Solomon Laktineh MD A Medical Corporation

3-years15 Month Visit

Immunizations

Growth and Development
Your infant should be walking on his/her own, can speak 5-6 words, drink from sippy cup without your assistance and tries to copy or imitate what mom or dad are doing. Praise your child when they do a particular task well and set limits. Make it a habit to read to your child as often as possible as this will foster their love for learning.

Nutrition
Continue with a balanced and healthy diet. Your child should be eating in a high chair at the table with the rest of the family and they should be feeding themselves or at least trying to.


18 Month Visit

Immunizations
Hepatitis A

Growth and Development
Ready for a challenge? That’s right, potty training! This is an important task you and your child will undertake during this period. Most children are ready to potty train between the ages of 18 months to 3 years but every child is different. If your child can keep a diaper dry for 2 or more hours, doesn’t like wearing a diaper or shows interest in the potty you should capitalize on this opportunity to teach them, just remember to be patient.
By now, your child should be taking their shoes off, be able to identify their body parts such as their eyes, ears, and nose.

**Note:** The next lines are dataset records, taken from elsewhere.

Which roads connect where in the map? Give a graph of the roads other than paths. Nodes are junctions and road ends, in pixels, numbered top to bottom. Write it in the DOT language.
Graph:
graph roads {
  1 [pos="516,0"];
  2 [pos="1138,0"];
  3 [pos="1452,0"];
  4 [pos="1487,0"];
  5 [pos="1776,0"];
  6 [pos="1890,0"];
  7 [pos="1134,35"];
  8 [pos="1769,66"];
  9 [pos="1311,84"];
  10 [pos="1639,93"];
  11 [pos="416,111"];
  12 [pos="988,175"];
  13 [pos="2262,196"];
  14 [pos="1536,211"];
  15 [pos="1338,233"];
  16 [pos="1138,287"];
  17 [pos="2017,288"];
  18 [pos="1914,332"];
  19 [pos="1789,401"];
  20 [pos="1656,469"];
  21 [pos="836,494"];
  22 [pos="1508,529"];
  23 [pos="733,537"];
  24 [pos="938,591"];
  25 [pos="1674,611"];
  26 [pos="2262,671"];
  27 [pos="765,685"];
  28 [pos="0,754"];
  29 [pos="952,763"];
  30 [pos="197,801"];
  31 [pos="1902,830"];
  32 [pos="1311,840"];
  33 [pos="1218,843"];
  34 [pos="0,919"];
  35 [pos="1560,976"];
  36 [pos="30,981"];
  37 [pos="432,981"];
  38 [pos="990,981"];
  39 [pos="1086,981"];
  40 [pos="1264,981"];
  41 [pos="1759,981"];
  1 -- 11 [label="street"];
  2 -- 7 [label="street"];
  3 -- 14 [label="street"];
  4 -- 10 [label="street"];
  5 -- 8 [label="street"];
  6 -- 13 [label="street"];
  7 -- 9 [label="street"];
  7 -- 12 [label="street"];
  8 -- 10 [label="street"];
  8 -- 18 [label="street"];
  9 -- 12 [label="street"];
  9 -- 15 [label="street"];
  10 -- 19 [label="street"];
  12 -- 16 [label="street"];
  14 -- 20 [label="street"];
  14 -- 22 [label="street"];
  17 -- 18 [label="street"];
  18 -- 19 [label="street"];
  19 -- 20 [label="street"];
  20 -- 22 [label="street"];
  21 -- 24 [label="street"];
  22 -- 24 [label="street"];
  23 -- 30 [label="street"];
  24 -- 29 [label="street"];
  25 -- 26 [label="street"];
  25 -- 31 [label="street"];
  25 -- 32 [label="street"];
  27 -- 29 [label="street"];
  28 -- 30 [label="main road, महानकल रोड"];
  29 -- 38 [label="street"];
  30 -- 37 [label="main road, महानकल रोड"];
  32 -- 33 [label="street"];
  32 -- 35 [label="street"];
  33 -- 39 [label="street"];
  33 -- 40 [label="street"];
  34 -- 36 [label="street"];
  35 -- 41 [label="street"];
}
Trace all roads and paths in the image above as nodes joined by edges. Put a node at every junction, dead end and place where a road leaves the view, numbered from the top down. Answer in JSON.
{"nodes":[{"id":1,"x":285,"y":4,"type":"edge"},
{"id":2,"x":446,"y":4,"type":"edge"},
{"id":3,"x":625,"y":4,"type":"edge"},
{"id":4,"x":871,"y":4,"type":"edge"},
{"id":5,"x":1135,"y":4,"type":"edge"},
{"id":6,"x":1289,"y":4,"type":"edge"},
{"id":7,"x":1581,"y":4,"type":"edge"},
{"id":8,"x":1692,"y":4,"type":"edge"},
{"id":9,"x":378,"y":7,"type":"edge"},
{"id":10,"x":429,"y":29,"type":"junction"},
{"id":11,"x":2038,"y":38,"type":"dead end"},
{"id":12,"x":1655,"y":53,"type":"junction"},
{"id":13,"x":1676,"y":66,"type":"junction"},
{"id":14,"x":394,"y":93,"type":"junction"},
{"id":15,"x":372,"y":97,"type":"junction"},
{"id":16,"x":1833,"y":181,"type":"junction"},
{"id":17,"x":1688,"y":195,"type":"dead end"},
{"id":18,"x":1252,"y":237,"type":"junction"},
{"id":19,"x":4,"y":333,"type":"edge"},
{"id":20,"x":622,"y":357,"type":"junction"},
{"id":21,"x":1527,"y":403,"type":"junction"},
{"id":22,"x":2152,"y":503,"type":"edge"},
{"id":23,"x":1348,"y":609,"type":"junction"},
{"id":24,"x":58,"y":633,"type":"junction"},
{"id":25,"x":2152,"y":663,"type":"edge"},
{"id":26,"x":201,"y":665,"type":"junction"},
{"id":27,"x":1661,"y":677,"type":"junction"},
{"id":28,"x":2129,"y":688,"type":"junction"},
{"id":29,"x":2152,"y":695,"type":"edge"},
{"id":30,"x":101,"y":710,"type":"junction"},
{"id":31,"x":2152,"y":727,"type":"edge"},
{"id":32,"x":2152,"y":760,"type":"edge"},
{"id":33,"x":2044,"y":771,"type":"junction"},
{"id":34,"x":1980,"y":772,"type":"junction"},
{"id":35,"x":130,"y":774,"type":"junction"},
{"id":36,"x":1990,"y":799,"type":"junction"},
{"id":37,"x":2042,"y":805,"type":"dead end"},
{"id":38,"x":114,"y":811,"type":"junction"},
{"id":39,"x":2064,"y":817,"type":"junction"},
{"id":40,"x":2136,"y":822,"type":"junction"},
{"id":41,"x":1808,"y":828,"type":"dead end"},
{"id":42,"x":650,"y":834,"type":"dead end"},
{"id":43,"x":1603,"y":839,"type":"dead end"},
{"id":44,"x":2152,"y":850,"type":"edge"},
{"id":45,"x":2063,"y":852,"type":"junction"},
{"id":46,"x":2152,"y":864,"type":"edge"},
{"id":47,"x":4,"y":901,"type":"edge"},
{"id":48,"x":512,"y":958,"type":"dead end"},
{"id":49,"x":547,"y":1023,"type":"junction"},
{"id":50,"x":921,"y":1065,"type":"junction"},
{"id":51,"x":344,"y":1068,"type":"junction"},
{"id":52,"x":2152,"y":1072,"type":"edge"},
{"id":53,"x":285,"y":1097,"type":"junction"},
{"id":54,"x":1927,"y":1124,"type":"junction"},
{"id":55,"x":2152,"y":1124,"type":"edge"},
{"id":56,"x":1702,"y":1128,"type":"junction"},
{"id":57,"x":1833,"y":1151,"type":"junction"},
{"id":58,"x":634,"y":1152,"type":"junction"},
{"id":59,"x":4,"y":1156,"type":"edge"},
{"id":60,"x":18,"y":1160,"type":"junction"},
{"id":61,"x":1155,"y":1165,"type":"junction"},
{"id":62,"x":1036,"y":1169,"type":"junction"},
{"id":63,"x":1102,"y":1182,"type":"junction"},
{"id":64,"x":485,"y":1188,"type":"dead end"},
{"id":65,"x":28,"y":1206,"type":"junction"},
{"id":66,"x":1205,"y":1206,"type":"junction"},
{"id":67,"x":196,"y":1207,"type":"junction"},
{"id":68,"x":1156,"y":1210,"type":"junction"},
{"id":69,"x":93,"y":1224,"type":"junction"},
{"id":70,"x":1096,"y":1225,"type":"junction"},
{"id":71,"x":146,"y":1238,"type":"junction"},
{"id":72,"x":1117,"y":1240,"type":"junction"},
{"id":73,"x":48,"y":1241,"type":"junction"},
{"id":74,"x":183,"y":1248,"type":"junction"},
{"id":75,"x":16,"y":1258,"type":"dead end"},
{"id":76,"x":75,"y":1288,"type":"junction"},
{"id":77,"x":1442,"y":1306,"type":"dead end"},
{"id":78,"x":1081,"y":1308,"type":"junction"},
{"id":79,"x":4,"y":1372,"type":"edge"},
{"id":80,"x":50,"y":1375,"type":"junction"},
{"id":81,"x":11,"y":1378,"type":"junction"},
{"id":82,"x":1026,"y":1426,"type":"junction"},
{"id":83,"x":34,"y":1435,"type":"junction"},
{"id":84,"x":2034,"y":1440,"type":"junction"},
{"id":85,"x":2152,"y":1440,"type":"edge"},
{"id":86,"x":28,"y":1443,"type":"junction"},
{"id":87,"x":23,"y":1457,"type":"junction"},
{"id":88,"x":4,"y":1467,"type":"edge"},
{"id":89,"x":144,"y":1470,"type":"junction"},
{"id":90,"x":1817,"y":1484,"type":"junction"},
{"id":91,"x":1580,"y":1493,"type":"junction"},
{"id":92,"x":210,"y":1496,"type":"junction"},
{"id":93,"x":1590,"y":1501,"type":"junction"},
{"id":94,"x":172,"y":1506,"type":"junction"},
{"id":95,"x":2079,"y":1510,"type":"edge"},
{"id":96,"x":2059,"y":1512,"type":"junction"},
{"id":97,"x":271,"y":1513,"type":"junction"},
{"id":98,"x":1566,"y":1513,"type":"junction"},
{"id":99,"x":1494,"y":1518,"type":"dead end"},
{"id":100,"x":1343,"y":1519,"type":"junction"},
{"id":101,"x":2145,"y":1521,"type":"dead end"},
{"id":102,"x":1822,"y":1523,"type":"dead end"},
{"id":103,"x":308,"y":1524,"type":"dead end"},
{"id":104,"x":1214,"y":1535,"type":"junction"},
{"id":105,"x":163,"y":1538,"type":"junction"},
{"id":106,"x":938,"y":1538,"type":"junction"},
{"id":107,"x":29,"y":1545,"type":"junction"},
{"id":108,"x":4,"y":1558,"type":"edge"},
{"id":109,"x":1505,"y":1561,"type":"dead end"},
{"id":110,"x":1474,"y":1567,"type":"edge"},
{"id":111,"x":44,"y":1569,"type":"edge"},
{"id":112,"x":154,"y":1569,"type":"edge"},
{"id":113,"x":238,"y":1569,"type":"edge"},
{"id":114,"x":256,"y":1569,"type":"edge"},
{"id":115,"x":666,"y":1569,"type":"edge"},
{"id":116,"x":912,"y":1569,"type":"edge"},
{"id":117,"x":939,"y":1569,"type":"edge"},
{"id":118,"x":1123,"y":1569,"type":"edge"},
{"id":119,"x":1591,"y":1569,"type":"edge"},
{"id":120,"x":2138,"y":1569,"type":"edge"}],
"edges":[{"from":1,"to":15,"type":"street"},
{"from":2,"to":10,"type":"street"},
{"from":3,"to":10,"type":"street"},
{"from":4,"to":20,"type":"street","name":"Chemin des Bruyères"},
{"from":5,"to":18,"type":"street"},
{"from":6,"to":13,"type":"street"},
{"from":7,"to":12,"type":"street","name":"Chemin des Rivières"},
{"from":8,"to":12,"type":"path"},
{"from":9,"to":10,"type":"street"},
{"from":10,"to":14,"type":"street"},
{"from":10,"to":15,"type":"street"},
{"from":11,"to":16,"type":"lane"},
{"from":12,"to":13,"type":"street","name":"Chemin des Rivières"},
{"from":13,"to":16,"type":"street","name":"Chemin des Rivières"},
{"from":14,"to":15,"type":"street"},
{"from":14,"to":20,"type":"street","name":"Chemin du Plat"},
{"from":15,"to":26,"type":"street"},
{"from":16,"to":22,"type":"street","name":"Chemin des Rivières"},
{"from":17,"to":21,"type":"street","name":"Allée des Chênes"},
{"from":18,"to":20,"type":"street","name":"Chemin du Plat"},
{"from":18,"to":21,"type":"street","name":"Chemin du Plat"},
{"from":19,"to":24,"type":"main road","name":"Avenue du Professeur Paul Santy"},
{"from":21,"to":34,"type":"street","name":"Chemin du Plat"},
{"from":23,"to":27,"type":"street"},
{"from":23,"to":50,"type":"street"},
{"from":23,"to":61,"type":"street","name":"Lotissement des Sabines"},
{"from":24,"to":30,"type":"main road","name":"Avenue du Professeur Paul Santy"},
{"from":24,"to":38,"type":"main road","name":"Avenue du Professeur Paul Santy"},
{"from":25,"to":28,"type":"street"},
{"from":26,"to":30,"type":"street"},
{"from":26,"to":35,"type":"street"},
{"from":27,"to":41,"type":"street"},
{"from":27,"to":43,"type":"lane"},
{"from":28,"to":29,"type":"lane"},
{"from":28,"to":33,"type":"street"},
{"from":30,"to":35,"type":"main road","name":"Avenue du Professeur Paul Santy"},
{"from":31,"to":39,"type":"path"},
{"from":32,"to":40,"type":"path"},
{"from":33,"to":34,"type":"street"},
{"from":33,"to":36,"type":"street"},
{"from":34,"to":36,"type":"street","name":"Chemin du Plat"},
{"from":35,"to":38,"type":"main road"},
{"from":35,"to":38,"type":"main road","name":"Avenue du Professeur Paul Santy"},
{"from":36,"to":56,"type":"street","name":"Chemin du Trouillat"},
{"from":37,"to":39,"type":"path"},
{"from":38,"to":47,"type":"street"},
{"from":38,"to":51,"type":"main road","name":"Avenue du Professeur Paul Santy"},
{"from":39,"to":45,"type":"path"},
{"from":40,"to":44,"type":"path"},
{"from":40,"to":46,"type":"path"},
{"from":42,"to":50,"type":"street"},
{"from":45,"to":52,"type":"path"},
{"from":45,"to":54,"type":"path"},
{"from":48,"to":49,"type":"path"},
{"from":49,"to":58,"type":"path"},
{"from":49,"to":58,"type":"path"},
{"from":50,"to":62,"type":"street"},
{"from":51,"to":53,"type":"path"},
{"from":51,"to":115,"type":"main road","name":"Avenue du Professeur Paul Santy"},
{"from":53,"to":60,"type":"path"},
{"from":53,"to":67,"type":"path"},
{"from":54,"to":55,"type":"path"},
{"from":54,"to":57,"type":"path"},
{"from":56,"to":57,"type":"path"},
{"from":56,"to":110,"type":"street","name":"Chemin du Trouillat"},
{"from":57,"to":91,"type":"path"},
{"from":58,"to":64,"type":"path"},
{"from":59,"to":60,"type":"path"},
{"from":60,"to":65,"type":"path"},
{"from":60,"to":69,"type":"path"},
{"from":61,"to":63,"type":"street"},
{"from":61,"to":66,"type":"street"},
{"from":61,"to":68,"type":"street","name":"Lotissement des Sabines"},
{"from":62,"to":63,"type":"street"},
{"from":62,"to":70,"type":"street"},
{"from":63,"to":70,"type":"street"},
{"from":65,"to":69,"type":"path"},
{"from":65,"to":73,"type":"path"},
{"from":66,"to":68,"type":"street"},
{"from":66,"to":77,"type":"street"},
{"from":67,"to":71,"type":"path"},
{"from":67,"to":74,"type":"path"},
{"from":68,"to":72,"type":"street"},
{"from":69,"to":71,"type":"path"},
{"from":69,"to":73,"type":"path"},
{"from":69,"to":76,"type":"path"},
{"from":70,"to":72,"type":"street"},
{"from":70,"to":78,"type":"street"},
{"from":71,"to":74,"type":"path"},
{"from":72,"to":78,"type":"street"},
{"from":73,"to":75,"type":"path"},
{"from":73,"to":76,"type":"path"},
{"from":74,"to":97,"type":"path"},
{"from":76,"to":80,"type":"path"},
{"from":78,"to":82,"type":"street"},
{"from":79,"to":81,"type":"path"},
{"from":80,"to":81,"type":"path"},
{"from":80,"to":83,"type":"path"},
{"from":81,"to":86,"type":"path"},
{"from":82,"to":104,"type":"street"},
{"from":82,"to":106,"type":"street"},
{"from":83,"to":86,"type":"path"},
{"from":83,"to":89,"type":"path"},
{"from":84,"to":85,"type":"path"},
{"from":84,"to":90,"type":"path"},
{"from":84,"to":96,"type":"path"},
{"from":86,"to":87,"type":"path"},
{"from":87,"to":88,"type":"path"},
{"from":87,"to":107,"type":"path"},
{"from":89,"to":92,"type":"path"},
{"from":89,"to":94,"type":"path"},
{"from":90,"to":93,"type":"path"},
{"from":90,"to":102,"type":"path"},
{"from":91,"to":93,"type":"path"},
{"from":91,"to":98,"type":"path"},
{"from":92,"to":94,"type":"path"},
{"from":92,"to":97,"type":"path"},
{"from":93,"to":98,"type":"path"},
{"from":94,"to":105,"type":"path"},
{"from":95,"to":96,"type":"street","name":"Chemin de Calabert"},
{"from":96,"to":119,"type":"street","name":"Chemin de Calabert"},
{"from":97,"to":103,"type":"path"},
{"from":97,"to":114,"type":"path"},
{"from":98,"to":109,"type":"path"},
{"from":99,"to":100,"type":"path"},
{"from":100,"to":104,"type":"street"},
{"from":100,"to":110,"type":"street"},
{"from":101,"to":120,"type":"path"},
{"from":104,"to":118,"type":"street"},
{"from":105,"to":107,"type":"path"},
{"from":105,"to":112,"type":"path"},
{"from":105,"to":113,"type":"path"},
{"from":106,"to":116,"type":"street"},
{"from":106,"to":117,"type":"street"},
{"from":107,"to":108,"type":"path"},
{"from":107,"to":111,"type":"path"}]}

They should be capable of saying 10-15 words such as mama, dada, dog, and cat.

Nutrition
Continue with a balanced and healthy diet.


24 Month Visit

Immunizations
No scheduled immunizations
Today is your baby’s follow up visit to the lab for a complete blood count (CBC) and Lead screening.

Growth and Development
If potty training has been unsuccessful and you have stopped for a short time, now is the time to try again. Planning for frequent potty breaks can help establish a routine even if the child does not use the potty, it’s a good idea to have them sit and try at set intervals. Play time is important. Encourage your child to be active but be mindful of safety and take precautions to baby proof your home.

Your medical provider may ask that you complete a routine developmental screening known as the M-CHAT during this visit.